PyTorch version: 1.1
I’m optimizing Decoder part of model.py at https://github.com/nvidia/tacotron2 using JIT.
@torch.jit.script
class DecoderOptions:
@torch.jit.script_method
def __init__(self, decoder, memory, mask):
B = memory.size(0)
MAX_TIME = memory.size(1)
self.attention_hidden = Variable(memory.data.new(
B, decoder.attention_rnn_dim).zero_())
self.attention_cell = Variable(memory.data.new(
B, decoder.attention_rnn_dim).zero_())
self.decoder_hidden = Variable(memory.data.new(
B, decoder.decoder_rnn_dim).zero_())
self.decoder_cell = Variable(memory.data.new(
B, decoder.decoder_rnn_dim).zero_())
self.attention_weights = Variable(memory.data.new(
B, MAX_TIME).zero_())
self.attention_weights_cum = Variable(memory.data.new(
B, MAX_TIME).zero_())
self.attention_context = Variable(memory.data.new(
B, decoder.encoder_embedding_dim).zero_())
self.memory = memory
self.processed_memory = decoder.attention_layer.memory_layer(memory)
self.mask = mask
class Decoder(torch.jit.ScriptModule):
def __init__(self, hparams):
# same to nvidia version
def get_go_frame(self, memory):
# same to nvidia version
def parse_decoder_inputs(self, decoder_inputs):
# same to nvidia version
def parse_decoder_outputs(self, mel_outputs, gate_outputs, alignments):
# same to nvidia version
@torch.jit.script_method
def decode(self, decoder_input, options: DecoderOptions):
# type: (Tensor, DecoderOptions) -> (Tuple[Tensor, Tensor, Tensor, DecoderOptions])

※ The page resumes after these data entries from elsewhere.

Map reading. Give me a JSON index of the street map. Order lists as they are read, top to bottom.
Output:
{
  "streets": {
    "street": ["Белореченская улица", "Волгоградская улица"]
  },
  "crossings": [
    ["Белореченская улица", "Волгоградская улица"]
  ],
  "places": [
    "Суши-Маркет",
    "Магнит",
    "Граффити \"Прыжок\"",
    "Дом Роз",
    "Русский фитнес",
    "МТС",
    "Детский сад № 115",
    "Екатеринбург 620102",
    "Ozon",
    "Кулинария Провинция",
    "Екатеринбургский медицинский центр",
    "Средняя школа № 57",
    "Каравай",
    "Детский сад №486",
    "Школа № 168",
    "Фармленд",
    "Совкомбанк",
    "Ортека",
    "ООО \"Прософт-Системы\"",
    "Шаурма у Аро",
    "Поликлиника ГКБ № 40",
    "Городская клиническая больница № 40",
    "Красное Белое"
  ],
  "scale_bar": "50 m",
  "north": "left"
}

""" Decoder step using stored states, attention and memory
PARAMS
------
decoder_input: previous mel output
RETURNS
-------
mel_output:
gate_output: gate output energies
attention_weights:
"""
cell_input = torch.cat((decoder_input, options.attention_context), -1)
options.attention_hidden, options.attention_cell = self.attention_rnn(
cell_input, (options.attention_hidden, options.attention_cell))
options.attention_hidden = F.dropout(
options.attention_hidden, self.p_attention_dropout, self.training)
attention_weights_cat = torch.cat(
(options.attention_weights.unsqueeze(1),
options.attention_weights_cum.unsqueeze(1)), dim=1)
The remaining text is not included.